Cek Berita dan Artikel yang lain di Google News

Jakarta -

Demokrasi parlementer dan presidensial merupakan konsep pemerintahan yang tumbuh subur pasca perang dunia kedua di tahun 1945.

Berbagai negara di belahan dunia lambat laun mendeklarasikan kemerdekaannya dan memilih untuk menerapkan konsep demokrasi dalam sistem pemerintahannya.

Begitupun dengan Indonesia yang sejak awal kemerdekaan sudah menganut sistem demokrasi hingga saat ini.

Tetapi ada berbagai dinamika sejarah yang mengikuti tenggelam dan terbitnya sistem pemerintahan demokrasi di Indonesia, mulai dari demokrasi parlementer hingga demokrasi presidensial.

Kira-kira, apa ciri-ciri, kelebihan dan kekurangan, serta sejarah demokrasi parlementer di Indonesia? Cari tahu jawabannya di sini.

Apa Itu Demokrasi Parlementer atau Sistem Pemerintahan Parlementer?

Secara definitif, demokrasi parlementer adalah konsep pemerintahan di suatu negara yang memberikan otoritas kepada parlemen untuk mengerjakan tugas-tugas negara.

Parlemen memiliki peran yang fundamental dan kuat untuk mengangkat seorang perdana menteri. Bahkan, parlemen memiliki legitimasi untuk menjatuhkan pemerintahan di suatu negara.

Tentu hal ini sifatnya berbeda dengan demokrasi presidensial yang tonggak kekuasaan tertingginya dipegang oleh presiden dan perdana menteri. Presiden adalah pucuk pimpinan tertinggi yang bertanggung jawab dalam mengurus tugas-tugas pemerintahan (eksekutif).

Menurut Miriam Budiardjo dalam buku yang ditulisnya berjudul "Dasar-Dasar Ilmu Politik" menggambarkan jika demokrasi parlementer memiliki beberapa pola.

Misalnya, badan eksekutif (pemerintah) dan badan legislatif (parlemen) memiliki ketergantungan antara satu dengan lainnya.

Ciri-Ciri Demokrasi Parlementer atau Sistem Pemerintahan Parlementer

Negara yang menerapkan demokrasi parlementer atau sistem pemerintahan parlementer memiliki beberapa ciri, antara lain:● Sistem pemerintahan secara langsung dipimpin oleh perdana menteri● Presiden atau raja memiliki peran sebagai kepala negara● Badan eksekutif yang direpresentasikan oleh presiden dipilih secara konsensus oleh badan legislatif (parlemen)● Perdana menteri memiliki hak untuk mengangkat dan memberhentikan menteri di pemerintahan

● Badan legislatif (parlemen) dapat menurunkan badan eksekutif (presiden)

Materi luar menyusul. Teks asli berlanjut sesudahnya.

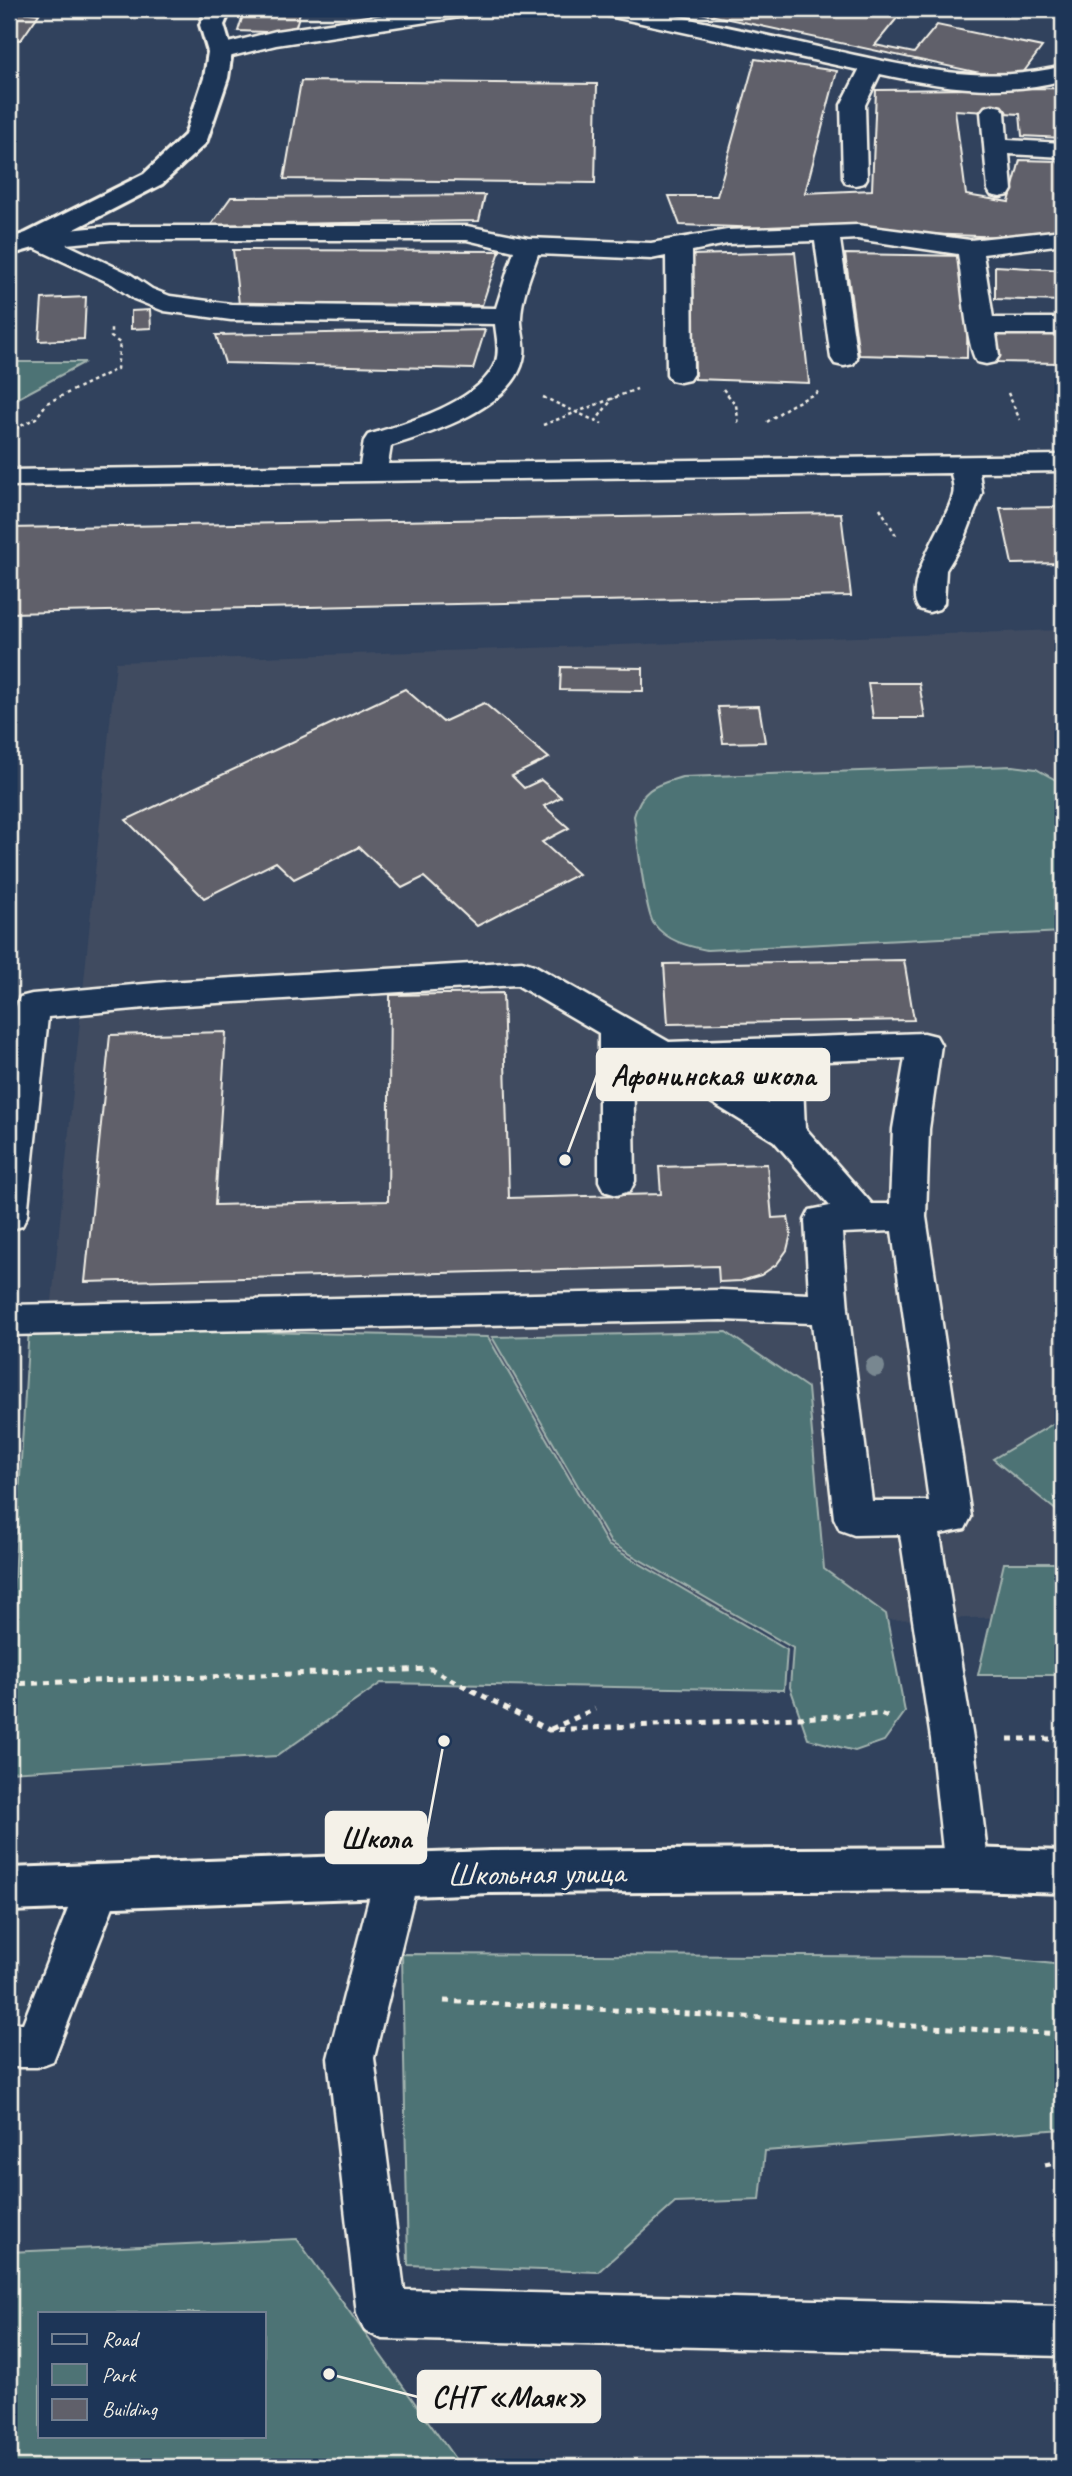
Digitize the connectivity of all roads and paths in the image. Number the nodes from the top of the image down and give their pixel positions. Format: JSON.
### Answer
{"nodes":[{"id":1,"x":219,"y":9,"type":"edge"},
{"id":2,"x":466,"y":9,"type":"edge"},
{"id":3,"x":609,"y":9,"type":"edge"},
{"id":4,"x":220,"y":52,"type":"junction"},
{"id":5,"x":873,"y":65,"type":"junction"},
{"id":6,"x":1063,"y":73,"type":"edge"},
{"id":7,"x":993,"y":112,"type":"dead end"},
{"id":8,"x":996,"y":146,"type":"junction"},
{"id":9,"x":1063,"y":150,"type":"edge"},
{"id":10,"x":855,"y":178,"type":"dead end"},
{"id":11,"x":1000,"y":190,"type":"dead end"},
{"id":12,"x":184,"y":232,"type":"junction"},
{"id":13,"x":826,"y":233,"type":"junction"},
{"id":14,"x":1063,"y":237,"type":"edge"},
{"id":15,"x":35,"y":239,"type":"junction"},
{"id":16,"x":528,"y":246,"type":"junction"},
{"id":17,"x":9,"y":247,"type":"edge"},
{"id":18,"x":679,"y":247,"type":"junction"},
{"id":19,"x":970,"y":248,"type":"junction"},
{"id":20,"x":131,"y":265,"type":"junction"},
{"id":21,"x":508,"y":316,"type":"junction"},
{"id":22,"x":981,"y":326,"type":"junction"},
{"id":23,"x":1063,"y":326,"type":"edge"},
{"id":24,"x":986,"y":356,"type":"joint"},
{"id":25,"x":844,"y":358,"type":"joint"},
{"id":26,"x":680,"y":374,"type":"junction"},
{"id":27,"x":9,"y":432,"type":"edge"},
{"id":28,"x":742,"y":440,"type":"junction"},
{"id":29,"x":964,"y":463,"type":"junction"},
{"id":30,"x":1052,"y":463,"type":"edge"},
{"id":31,"x":840,"y":466,"type":"junction"},
{"id":32,"x":747,"y":468,"type":"junction"},
{"id":33,"x":472,"y":473,"type":"junction"},
{"id":34,"x":372,"y":474,"type":"junction"},
{"id":35,"x":9,"y":478,"type":"edge"},
{"id":36,"x":932,"y":570,"type":"junction"},
{"id":37,"x":929,"y":603,"type":"dead end"},
{"id":38,"x":616,"y":1028,"type":"junction"},
{"id":39,"x":784,"y":1050,"type":"junction"},
{"id":40,"x":663,"y":1055,"type":"junction"},
{"id":41,"x":786,"y":1132,"type":"junction"},
{"id":42,"x":617,"y":1181,"type":"dead end"},
{"id":43,"x":9,"y":1216,"type":"edge"},
{"id":44,"x":908,"y":1217,"type":"junction"},
{"id":45,"x":863,"y":1219,"type":"junction"},
{"id":46,"x":829,"y":1309,"type":"junction"},
{"id":47,"x":9,"y":1320,"type":"edge"},
{"id":48,"x":917,"y":1517,"type":"junction"},
{"id":49,"x":9,"y":1684,"type":"edge"},
{"id":50,"x":595,"y":1709,"type":"dead end"},
{"id":51,"x":549,"y":1730,"type":"junction"},
{"id":52,"x":952,"y":1739,"type":"junction"},
{"id":53,"x":967,"y":1868,"type":"junction"},
{"id":54,"x":1063,"y":1872,"type":"edge"},
{"id":55,"x":397,"y":1875,"type":"junction"},
{"id":56,"x":99,"y":1886,"type":"junction"},
{"id":57,"x":9,"y":1890,"type":"edge"},
{"id":58,"x":444,"y":2001,"type":"dead end"},
{"id":59,"x":1063,"y":2034,"type":"edge"},
{"id":60,"x":9,"y":2046,"type":"edge"},
{"id":61,"x":1063,"y":2161,"type":"edge"},
{"id":62,"x":1045,"y":2165,"type":"dead end"},
{"id":63,"x":1063,"y":2332,"type":"edge"}],
"edges":[{"from":1,"to":4,"type":"main road"},
{"from":2,"to":4,"type":"lane"},
{"from":3,"to":5,"type":"lane"},
{"from":4,"to":15,"type":"main road"},
{"from":5,"to":6,"type":"lane"},
{"from":5,"to":10,"type":"lane"},
{"from":7,"to":8,"type":"lane"},
{"from":8,"to":9,"type":"lane"},
{"from":8,"to":11,"type":"lane"},
{"from":12,"to":15,"type":"lane"},
{"from":12,"to":16,"type":"lane"},
{"from":12,"to":20,"type":"lane"},
{"from":13,"to":18,"type":"lane"},
{"from":13,"to":19,"type":"lane"},
{"from":13,"to":25,"type":"lane"},
{"from":14,"to":19,"type":"lane"},
{"from":15,"to":17,"type":"main road"},
{"from":15,"to":20,"type":"lane"},
{"from":16,"to":18,"type":"lane"},
{"from":16,"to":21,"type":"lane"},
{"from":18,"to":26,"type":"lane"},
{"from":19,"to":22,"type":"lane"},
{"from":20,"to":21,"type":"lane"},
{"from":20,"to":27,"type":"path"},
{"from":21,"to":34,"type":"lane"},
{"from":22,"to":23,"type":"lane"},
{"from":22,"to":24,"type":"lane"},
{"from":24,"to":30,"type":"path"},
{"from":25,"to":28,"type":"path"},
{"from":26,"to":28,"type":"path"},
{"from":26,"to":33,"type":"path"},
{"from":28,"to":32,"type":"path"},
{"from":29,"to":30,"type":"lane"},
{"from":29,"to":31,"type":"lane"},
{"from":29,"to":36,"type":"lane"},
{"from":31,"to":32,"type":"lane"},
{"from":31,"to":36,"type":"path"},
{"from":32,"to":33,"type":"lane"},
{"from":33,"to":34,"type":"lane"},
{"from":34,"to":35,"type":"lane"},
{"from":36,"to":37,"type":"lane"},
{"from":38,"to":40,"type":"lane"},
{"from":38,"to":42,"type":"lane"},
{"from":38,"to":43,"type":"lane"},
{"from":39,"to":40,"type":"lane"},
{"from":39,"to":41,"type":"lane"},
{"from":39,"to":44,"type":"lane"},
{"from":40,"to":41,"type":"lane"},
{"from":41,"to":45,"type":"lane"},
{"from":44,"to":45,"type":"lane"},
{"from":44,"to":48,"type":"lane"},
{"from":45,"to":46,"type":"lane"},
{"from":46,"to":47,"type":"lane"},
{"from":46,"to":48,"type":"lane"},
{"from":48,"to":52,"type":"lane"},
{"from":49,"to":51,"type":"path"},
{"from":50,"to":51,"type":"path"},
{"from":51,"to":52,"type":"path"},
{"from":52,"to":53,"type":"lane"},
{"from":53,"to":54,"type":"main road","name":"Школьная улица"},
{"from":53,"to":55,"type":"main road","name":"Школьная улица"},
{"from":55,"to":56,"type":"main road","name":"Школьная улица"},
{"from":55,"to":63,"type":"lane"},
{"from":56,"to":57,"type":"main road","name":"Школьная улица"},
{"from":56,"to":60,"type":"lane"},
{"from":58,"to":59,"type":"path"},
{"from":61,"to":62,"type":"path"}]}
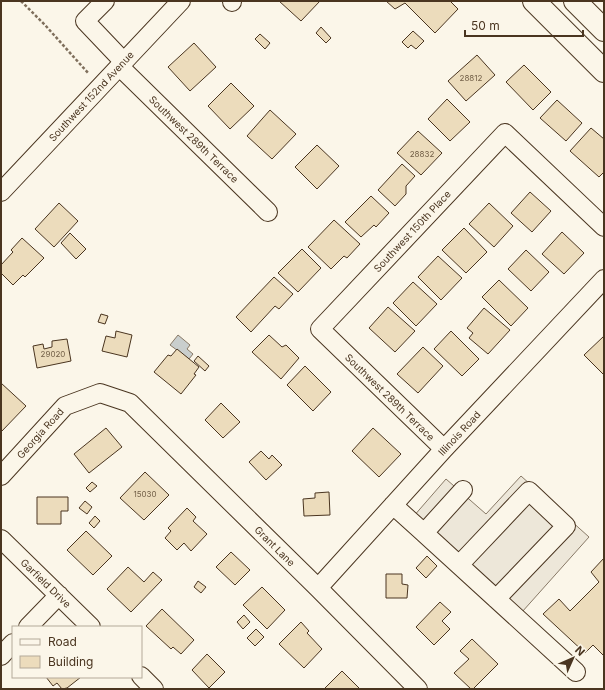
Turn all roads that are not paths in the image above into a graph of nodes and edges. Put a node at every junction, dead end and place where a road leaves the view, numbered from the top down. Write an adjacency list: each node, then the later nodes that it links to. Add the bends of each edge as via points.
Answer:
1 (105, 1): 6 (street, Southwest 289th Terrace, via 85,21)
2 (182, 1): 6 (street, Southwest 152nd Avenue)
3 (534, 1): 7 (main road)
4 (574, 1): 5 (main road)
5 (604, 30)
6 (122, 64): 8 (street, Southwest 152nd Avenue); 9 (street, Southwest 289th Terrace)
7 (604, 71)
8 (1, 192)
9 (268, 212)
10 (604, 227): 12 (street, Southwest 150th Place, via 505,133)
11 (604, 280): 14 (street, Illinois Road)
12 (320, 329): 14 (street, Southwest 289th Terrace)
13 (130, 403): 15 (street, Georgia Road, via 100,394 65,406); 21 (street, Grant Lane)
14 (444, 448): 17 (street, Illinois Road)
15 (1, 476)
16 (463, 490): 18 (street)
17 (393, 505): 18 (street); 21 (street, Illinois Road)
18 (424, 533): 20 (street)
19 (1, 539): 22 (street, Garfield Drive)
20 (460, 565): 23 (street); 23 (street, via 528,491 566,526)
21 (318, 588): 31 (street, Grant Lane)
22 (59, 595): 24 (street); 25 (street, Garfield Drive)
23 (496, 599): 28 (street)
24 (29, 626)
25 (90, 626)
26 (12, 644): 27 (street)
27 (1, 656)
28 (576, 672)
29 (142, 677): 30 (street)
30 (154, 689)
31 (418, 689)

Kelebihan dan Kekurangan Demokrasi Parlementer

Secara akademis sistem demokrasi parlementer dinilai memiliki beberapa kelebihan yang strategis, seperti:● Akselerasi dalam membuat kebijakan, karena adanya konsensus dan ketergantungan antara badan eksekutif dan legislatif● Tidak tumpang tindih terkait konteks tanggung jawab, implementasi, dan membuat kebijakan

● Kontrol yang ideal dari badan legislatif kepada badan eksekutif

Di lain sisi, demokrasi parlementer juga dinilai memiliki beberapa kekurangan, yaitu:● Dinamis dan tidak jelasnya waktu dilaksanakannya pemilihan umum● Terlalu tergantungnya badan eksekutif kepada badan legislatif, sehingga berpotensi pemerintah dijatuhkan sewaktu-waktu

● Di sisi lain, badan eksekutif juga dapat mengontrol badan legislatif sewaktu-waktu ketika jumlah partai koalisi lebih banyak di parlemen

Perjalanan Panjang Demokrasi Parlementer di Indonesia

Sejarah panjang Indonesia dengan demokrasi parlementer di mulai pada tahun 1950-1959. UUD 1950 Sementara diterapkan yang secara eksplisit merepresentasikan sistem demokrasi parlementer.

Teknisnya, perdana menteri yang menggawangi kabinet harus melaporkan tanggung jawabnya kepada parlemen yaitu Dewan Perwakilan Rakyat (DPR).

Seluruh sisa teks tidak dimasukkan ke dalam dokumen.